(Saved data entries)
------------------------------------
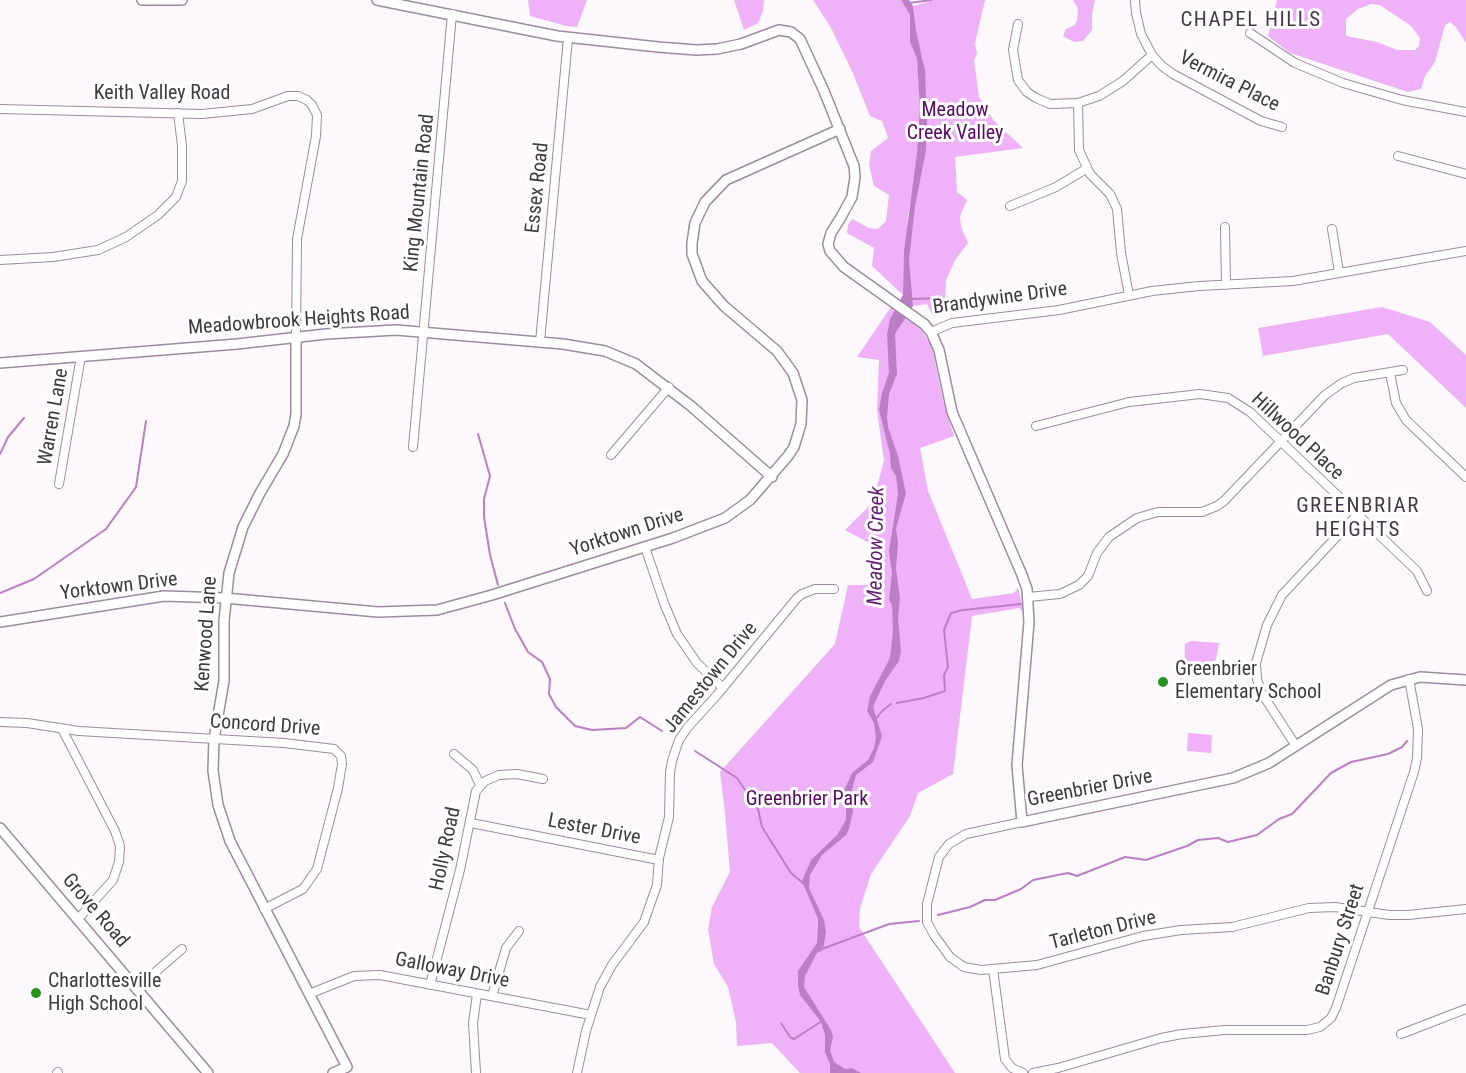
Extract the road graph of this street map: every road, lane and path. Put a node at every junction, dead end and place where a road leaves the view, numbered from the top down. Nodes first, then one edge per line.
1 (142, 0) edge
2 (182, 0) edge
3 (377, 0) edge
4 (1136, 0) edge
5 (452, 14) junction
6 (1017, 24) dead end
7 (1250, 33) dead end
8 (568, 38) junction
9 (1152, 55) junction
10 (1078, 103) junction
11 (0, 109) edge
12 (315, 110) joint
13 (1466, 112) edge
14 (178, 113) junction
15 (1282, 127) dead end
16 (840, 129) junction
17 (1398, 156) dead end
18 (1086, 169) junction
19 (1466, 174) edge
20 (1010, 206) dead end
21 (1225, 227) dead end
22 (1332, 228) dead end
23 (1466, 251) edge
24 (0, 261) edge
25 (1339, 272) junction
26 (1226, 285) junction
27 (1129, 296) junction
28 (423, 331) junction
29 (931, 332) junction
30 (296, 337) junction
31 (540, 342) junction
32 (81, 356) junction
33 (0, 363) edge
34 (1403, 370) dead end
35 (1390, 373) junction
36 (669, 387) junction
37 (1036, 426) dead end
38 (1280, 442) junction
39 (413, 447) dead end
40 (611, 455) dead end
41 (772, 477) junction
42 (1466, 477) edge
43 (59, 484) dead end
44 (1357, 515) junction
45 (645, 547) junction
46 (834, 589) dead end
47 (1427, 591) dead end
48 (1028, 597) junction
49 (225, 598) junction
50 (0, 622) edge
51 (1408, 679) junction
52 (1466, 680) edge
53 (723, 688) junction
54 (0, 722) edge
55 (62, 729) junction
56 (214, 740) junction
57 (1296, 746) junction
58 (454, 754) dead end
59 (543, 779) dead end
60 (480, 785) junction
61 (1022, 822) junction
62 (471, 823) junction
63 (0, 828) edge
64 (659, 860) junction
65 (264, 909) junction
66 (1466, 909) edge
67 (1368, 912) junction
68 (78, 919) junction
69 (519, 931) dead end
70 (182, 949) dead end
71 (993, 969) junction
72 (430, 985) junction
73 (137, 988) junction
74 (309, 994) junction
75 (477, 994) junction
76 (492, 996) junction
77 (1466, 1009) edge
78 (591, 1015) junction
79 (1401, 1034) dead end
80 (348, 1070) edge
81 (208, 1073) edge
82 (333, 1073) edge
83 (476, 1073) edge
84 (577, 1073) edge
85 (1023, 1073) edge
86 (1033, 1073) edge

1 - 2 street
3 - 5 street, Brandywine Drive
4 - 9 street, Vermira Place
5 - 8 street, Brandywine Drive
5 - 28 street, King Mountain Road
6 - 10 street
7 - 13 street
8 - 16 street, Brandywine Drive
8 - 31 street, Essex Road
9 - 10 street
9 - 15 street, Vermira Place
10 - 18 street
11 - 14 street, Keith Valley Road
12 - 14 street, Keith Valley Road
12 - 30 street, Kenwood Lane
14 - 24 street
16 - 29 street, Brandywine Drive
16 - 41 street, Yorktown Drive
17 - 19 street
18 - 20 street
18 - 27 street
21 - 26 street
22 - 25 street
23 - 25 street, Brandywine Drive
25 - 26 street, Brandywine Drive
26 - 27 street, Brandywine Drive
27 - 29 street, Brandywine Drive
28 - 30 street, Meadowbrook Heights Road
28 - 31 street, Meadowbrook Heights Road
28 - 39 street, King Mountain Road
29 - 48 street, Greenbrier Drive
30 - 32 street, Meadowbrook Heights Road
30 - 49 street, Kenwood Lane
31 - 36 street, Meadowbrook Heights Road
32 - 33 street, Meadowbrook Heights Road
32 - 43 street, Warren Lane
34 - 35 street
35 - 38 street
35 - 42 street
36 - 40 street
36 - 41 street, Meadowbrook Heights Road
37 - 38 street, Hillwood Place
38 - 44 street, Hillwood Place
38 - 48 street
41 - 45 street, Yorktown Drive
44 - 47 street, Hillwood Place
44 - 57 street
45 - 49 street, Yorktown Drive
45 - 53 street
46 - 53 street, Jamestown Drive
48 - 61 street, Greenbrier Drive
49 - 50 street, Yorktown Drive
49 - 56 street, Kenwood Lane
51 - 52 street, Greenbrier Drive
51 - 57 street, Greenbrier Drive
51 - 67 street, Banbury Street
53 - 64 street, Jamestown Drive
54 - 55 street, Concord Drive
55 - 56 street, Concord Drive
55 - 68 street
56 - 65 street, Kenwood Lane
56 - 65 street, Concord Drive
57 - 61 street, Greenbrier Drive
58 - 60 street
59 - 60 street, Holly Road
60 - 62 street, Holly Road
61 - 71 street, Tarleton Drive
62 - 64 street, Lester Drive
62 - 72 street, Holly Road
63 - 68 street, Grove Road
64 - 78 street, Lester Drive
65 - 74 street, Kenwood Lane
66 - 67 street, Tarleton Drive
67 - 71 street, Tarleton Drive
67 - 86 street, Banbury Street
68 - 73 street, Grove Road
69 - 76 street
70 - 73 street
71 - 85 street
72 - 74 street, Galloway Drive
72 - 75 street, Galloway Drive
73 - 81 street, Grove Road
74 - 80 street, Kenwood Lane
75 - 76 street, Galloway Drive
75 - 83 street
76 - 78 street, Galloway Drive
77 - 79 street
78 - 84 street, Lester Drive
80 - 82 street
------------------------------------
■ WHAT YOU WILL DO ■
Transcribe every record above exactly, leaving out the pictures.

■ YOUR RESPONSE ■
Extract the road graph of this street map: every road, lane and path. Put a node at every junction, dead end and place where a road leaves the view, numbered from the top down. Nodes first, then one edge per line.
1 (142, 0) edge
2 (182, 0) edge
3 (377, 0) edge
4 (1136, 0) edge
5 (452, 14) junction
6 (1017, 24) dead end
7 (1250, 33) dead end
8 (568, 38) junction
9 (1152, 55) junction
10 (1078, 103) junction
11 (0, 109) edge
12 (315, 110) joint
13 (1466, 112) edge
14 (178, 113) junction
15 (1282, 127) dead end
16 (840, 129) junction
17 (1398, 156) dead end
18 (1086, 169) junction
19 (1466, 174) edge
20 (1010, 206) dead end
21 (1225, 227) dead end
22 (1332, 228) dead end
23 (1466, 251) edge
24 (0, 261) edge
25 (1339, 272) junction
26 (1226, 285) junction
27 (1129, 296) junction
28 (423, 331) junction
29 (931, 332) junction
30 (296, 337) junction
31 (540, 342) junction
32 (81, 356) junction
33 (0, 363) edge
34 (1403, 370) dead end
35 (1390, 373) junction
36 (669, 387) junction
37 (1036, 426) dead end
38 (1280, 442) junction
39 (413, 447) dead end
40 (611, 455) dead end
41 (772, 477) junction
42 (1466, 477) edge
43 (59, 484) dead end
44 (1357, 515) junction
45 (645, 547) junction
46 (834, 589) dead end
47 (1427, 591) dead end
48 (1028, 597) junction
49 (225, 598) junction
50 (0, 622) edge
51 (1408, 679) junction
52 (1466, 680) edge
53 (723, 688) junction
54 (0, 722) edge
55 (62, 729) junction
56 (214, 740) junction
57 (1296, 746) junction
58 (454, 754) dead end
59 (543, 779) dead end
60 (480, 785) junction
61 (1022, 822) junction
62 (471, 823) junction
63 (0, 828) edge
64 (659, 860) junction
65 (264, 909) junction
66 (1466, 909) edge
67 (1368, 912) junction
68 (78, 919) junction
69 (519, 931) dead end
70 (182, 949) dead end
71 (993, 969) junction
72 (430, 985) junction
73 (137, 988) junction
74 (309, 994) junction
75 (477, 994) junction
76 (492, 996) junction
77 (1466, 1009) edge
78 (591, 1015) junction
79 (1401, 1034) dead end
80 (348, 1070) edge
81 (208, 1073) edge
82 (333, 1073) edge
83 (476, 1073) edge
84 (577, 1073) edge
85 (1023, 1073) edge
86 (1033, 1073) edge

1 - 2 street
3 - 5 street, Brandywine Drive
4 - 9 street, Vermira Place
5 - 8 street, Brandywine Drive
5 - 28 street, King Mountain Road
6 - 10 street
7 - 13 street
8 - 16 street, Brandywine Drive
8 - 31 street, Essex Road
9 - 10 street
9 - 15 street, Vermira Place
10 - 18 street
11 - 14 street, Keith Valley Road
12 - 14 street, Keith Valley Road
12 - 30 street, Kenwood Lane
14 - 24 street
16 - 29 street, Brandywine Drive
16 - 41 street, Yorktown Drive
17 - 19 street
18 - 20 street
18 - 27 street
21 - 26 street
22 - 25 street
23 - 25 street, Brandywine Drive
25 - 26 street, Brandywine Drive
26 - 27 street, Brandywine Drive
27 - 29 street, Brandywine Drive
28 - 30 street, Meadowbrook Heights Road
28 - 31 street, Meadowbrook Heights Road
28 - 39 street, King Mountain Road
29 - 48 street, Greenbrier Drive
30 - 32 street, Meadowbrook Heights Road
30 - 49 street, Kenwood Lane
31 - 36 street, Meadowbrook Heights Road
32 - 33 street, Meadowbrook Heights Road
32 - 43 street, Warren Lane
34 - 35 street
35 - 38 street
35 - 42 street
36 - 40 street
36 - 41 street, Meadowbrook Heights Road
37 - 38 street, Hillwood Place
38 - 44 street, Hillwood Place
38 - 48 street
41 - 45 street, Yorktown Drive
44 - 47 street, Hillwood Place
44 - 57 street
45 - 49 street, Yorktown Drive
45 - 53 street
46 - 53 street, Jamestown Drive
48 - 61 street, Greenbrier Drive
49 - 50 street, Yorktown Drive
49 - 56 street, Kenwood Lane
51 - 52 street, Greenbrier Drive
51 - 57 street, Greenbrier Drive
51 - 67 street, Banbury Street
53 - 64 street, Jamestown Drive
54 - 55 street, Concord Drive
55 - 56 street, Concord Drive
55 - 68 street
56 - 65 street, Kenwood Lane
56 - 65 street, Concord Drive
57 - 61 street, Greenbrier Drive
58 - 60 street
59 - 60 street, Holly Road
60 - 62 street, Holly Road
61 - 71 street, Tarleton Drive
62 - 64 street, Lester Drive
62 - 72 street, Holly Road
63 - 68 street, Grove Road
64 - 78 street, Lester Drive
65 - 74 street, Kenwood Lane
66 - 67 street, Tarleton Drive
67 - 71 street, Tarleton Drive
67 - 86 street, Banbury Street
68 - 73 street, Grove Road
69 - 76 street
70 - 73 street
71 - 85 street
72 - 74 street, Galloway Drive
72 - 75 street, Galloway Drive
73 - 81 street, Grove Road
74 - 80 street, Kenwood Lane
75 - 76 street, Galloway Drive
75 - 83 street
76 - 78 street, Galloway Drive
77 - 79 street
78 - 84 street, Lester Drive
80 - 82 street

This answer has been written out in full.